F. Review of Contractual Obligations

Physicians terminating or transferring their medical practices must undertake an analysis of existing contractual agreements which will affect the proposed sales transaction. These agreements must be reviewed for two distinct purposes. First, it must be determined whether the contractual obligations of the seller may be terminated. For example, the selling practitioner may have obligations under employment agreements, and/or various vendor agreements. These agreements may survive the sale of a medical practice, obligating either the selling or purchasing physician to fulfill whatever terms are contained therein. On the other hand, transferable agreements may exist which can be of potential value to the purchasing physician. Agreements falling into this category include real estate leases which call for rental payments which are below current market value. Under these circum-stances, it must be determined whether the purchasing physician can assume these beneficial agreements. Additionally, prospective purchasers must inquire as to whether the selling physician has contracted with managed care organizations. Managed care contracts often increase the number of patients of a medical practice. However, these contracts are deemed to be "personal service" contracts, and thus are rarely assumable by the purchasing practitioner. For physicians who are not approved providers within the sellers managed care network, the managed care contract would be of no value and thus, a purchasing physician must discount the managed care patients of the practice when determining the number of transferable patients. However, if the purchasing physician is an approved provider within the same managed care network as the seller, the purchaser will be able to continue treating these patients, and therefore the managed care contract will be a potential asset. A physician who is selling, purchasing or retiring from practice must carefully review all outstanding contracts to determine whether such agreements are either assumable or may be terminated. This will help to ensure that the interests and objectives of all parties will be furthered.

G. Conclusion

This concludes our overview of the salient issues to be evaluated prior to transferring or retiring from a medical practice. It is intended to serve as a guide to highlight various areas of potential liability for physicians. This article should not be construed as legal advice. It is recommended that an attorney be consulted in order to discuss specific issues related to your particular transaction. In part II of this article, we will discuss specific financial and legal issues arising in the purchase and/or sale transaction.
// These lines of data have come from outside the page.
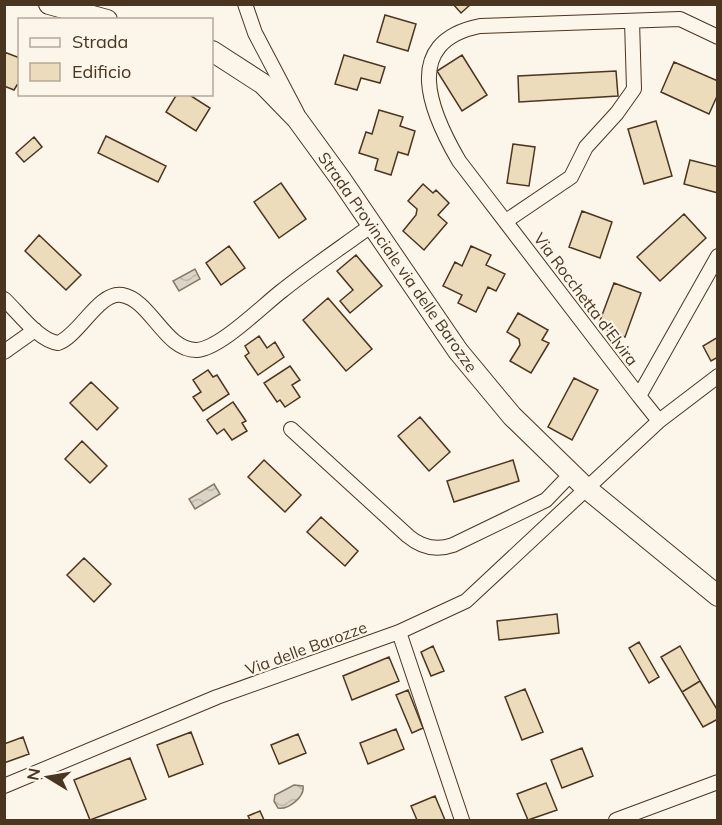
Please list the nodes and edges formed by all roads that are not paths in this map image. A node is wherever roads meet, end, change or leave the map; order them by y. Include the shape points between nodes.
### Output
1 (49, 4) edge
2 (245, 4) edge
3 (100, 18) edge
4 (632, 21) junction
5 (717, 37) edge
6 (213, 52) edge
7 (302, 126) junction
8 (506, 221) junction
9 (372, 225) junction
10 (717, 256) edge
11 (4, 299) edge
12 (35, 330) junction
13 (4, 352) edge
14 (717, 376) edge
15 (639, 396) junction
16 (659, 421) junction
17 (291, 429) dead end
18 (571, 474) junction
19 (586, 488) junction
20 (717, 596) edge
21 (399, 632) junction
22 (717, 782) edge
23 (4, 786) edge
24 (462, 820) edge
25 (616, 820) edge

1 - 3 main road
2 - 7 street via 255,33
4 - 5 street, Via Rocchetta d'Elvira via 680,19
4 - 8 street via 634,89 586,147 571,177
4 - 8 street, Via Rocchetta d'Elvira via 480,26 450,37 434,56 428,72 429,92 445,136 459,161
6 - 7 main road, Strada Provinciale via delle Barozze via 263,84
7 - 9 main road, Strada Provinciale via delle Barozze
8 - 15 street, Via Rocchetta d'Elvira
9 - 12 street via 207,348 181,346 135,301 123,295 104,301 62,342 50,341
9 - 18 main road, Strada Provinciale via delle Barozze via 458,351 512,416
10 - 15 street, Via Rocchetta d'Elvira
11 - 12 street
12 - 13 street
14 - 16 street
15 - 16 street, Via Rocchetta d'Elvira
16 - 19 street
17 - 18 street via 408,536 430,548 453,545 546,500
18 - 19 main road, Strada Provinciale via delle Barozze
19 - 20 main road, Strada Provinciale via delle Barozze
19 - 21 street, Via delle Barozze via 466,601
21 - 23 street, Via delle Barozze via 217,697
21 - 24 street
22 - 25 street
Transferring Your Medical Practice - An Often Overlooked Asset

Part 2 By: Scott I. Einiger, Esq.

Jeffrey R. Ruggiero, Esq.

Editor's Note: This article is the second in a two-part series outlining an overall process for the physician planning to transfer a medical practice due to retirement, relocation or in anticipation of the changing healthcare environment. In part one, we reviewed pre-termination and liability avoidance issues. In this part, we address financial considerations and legal issues that arise in a medical practice purchase/sale transaction.

As a first step in the sale process, long before initiating price negotiations, the selling practitioner should obtain a valuation of the practice to properly determine the intrinsic value.
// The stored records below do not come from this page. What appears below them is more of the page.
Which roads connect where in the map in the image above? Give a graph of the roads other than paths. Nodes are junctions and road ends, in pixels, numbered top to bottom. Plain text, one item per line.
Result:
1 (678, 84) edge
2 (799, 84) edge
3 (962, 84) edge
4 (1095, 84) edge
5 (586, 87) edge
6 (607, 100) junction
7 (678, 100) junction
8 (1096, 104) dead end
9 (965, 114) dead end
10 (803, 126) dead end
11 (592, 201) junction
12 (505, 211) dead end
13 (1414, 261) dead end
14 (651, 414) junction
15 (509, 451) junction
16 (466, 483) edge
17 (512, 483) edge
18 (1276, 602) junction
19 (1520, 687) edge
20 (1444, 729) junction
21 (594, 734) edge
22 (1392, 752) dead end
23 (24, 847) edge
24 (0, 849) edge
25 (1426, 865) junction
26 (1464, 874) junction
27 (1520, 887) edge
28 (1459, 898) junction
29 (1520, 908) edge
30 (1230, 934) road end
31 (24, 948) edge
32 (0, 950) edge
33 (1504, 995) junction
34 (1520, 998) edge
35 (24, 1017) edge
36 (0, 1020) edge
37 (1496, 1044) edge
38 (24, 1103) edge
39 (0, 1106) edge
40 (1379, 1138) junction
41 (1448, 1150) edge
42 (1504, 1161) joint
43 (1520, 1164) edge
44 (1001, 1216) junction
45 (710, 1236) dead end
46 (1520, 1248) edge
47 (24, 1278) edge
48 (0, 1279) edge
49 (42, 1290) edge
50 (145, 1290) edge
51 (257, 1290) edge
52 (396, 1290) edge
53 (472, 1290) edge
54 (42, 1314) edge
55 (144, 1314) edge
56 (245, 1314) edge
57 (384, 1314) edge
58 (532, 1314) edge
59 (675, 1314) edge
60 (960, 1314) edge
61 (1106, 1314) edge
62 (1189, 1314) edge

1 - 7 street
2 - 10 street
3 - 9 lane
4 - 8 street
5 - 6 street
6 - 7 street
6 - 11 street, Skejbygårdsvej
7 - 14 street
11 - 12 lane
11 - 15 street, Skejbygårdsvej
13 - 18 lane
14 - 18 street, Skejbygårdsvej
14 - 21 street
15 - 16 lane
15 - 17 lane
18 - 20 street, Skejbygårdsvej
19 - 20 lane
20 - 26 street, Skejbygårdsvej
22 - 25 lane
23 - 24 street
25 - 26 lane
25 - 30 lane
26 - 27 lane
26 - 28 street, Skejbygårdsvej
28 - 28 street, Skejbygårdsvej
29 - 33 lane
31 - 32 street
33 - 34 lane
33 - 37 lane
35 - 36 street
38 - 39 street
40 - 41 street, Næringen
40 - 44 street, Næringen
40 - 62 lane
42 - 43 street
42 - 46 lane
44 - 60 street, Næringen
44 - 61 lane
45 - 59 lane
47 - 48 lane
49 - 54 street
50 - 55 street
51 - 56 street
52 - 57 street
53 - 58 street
A medical practice valuation must entail a thorough appraisal of all property, which includes both tangible and intangible assets. While the methods of valuing tangible assets vary and depend upon many factors, valuation methods frequently utilized include "capitalization of earnings method," "capitalization of excess earnings," "discretionary cash method," "the discounted future earnings method," and the "formula or rule of thumb method."

Accountants and medical practice consultants commonly use the first four of these methods and typically provide a comprehensive report based upon generally accepted accounting principles. However, a physician can initially approximate the general value of the medical practice by using the formula or rule of thumb method.

The formula or rule of thumb method has been referred to as the "laymens" approach to valuating a business concern. This method is usually a function of market value, and will often reflect the value of a business on the open market. A formula which is frequently used entails totaling the gross revenues for the past five years then dividing by a factor of five to obtain the average gross revenue.

Thereafter, the value of extraordinary assets would be added to the gross revenue figure. Examples of these assets would include real estate, durable medical equipment or other assets reflecting substantial capital expenditures. Finally, a value would be added for goodwill or other intangible assets.

This sum will reflect a general approximation of the value of the practice and constitutes a point of reference for the physician. However, it is highly recommended that the services of accountants and/or appraisers are secured to render an expert opinion regarding the value of the practice prior to commencing the price negotiation process.

Depending upon the value of the transaction, it is not uncommon for both the seller and purchaser to engage the services of such experts, and then use the respective valuations in price negotiations.

Tangible Assets

Tangible assets consist of property of all kinds, both real and personal, which can be felt or touched. Often the value of these assets can be readily determined to a reasonable degree of certainty.

Common examples of tangible medical practice assets include real estate, equipment (medical and nonmedical), inventory, medical supplies, furniture, and office fixtures. It is important to determine the purchase dates of depreciable assets so that their value can be ascertained. The value of these depreciated assets reflect a decline in the value of such assets caused by wear or obsolescence and is usually established by a set formula measured over a stated period of the useful life of the asset.

It is recommended that the selling practitioner create a comprehensive list of all tangible assets which are to be transferred. The physician purchasing a medical practice should receive this detailed list well in advance of contract execution, and should physically review these assets for verification.

Intangible Assets

Intangible assets are comprised of property to which an "arbitrary" dollar value is attached. The dollar value of intangible property is considered to be arbitrary since the value of these assets represents the difference between the actual purchase price of a medical practice and the true value of the net tangible assets.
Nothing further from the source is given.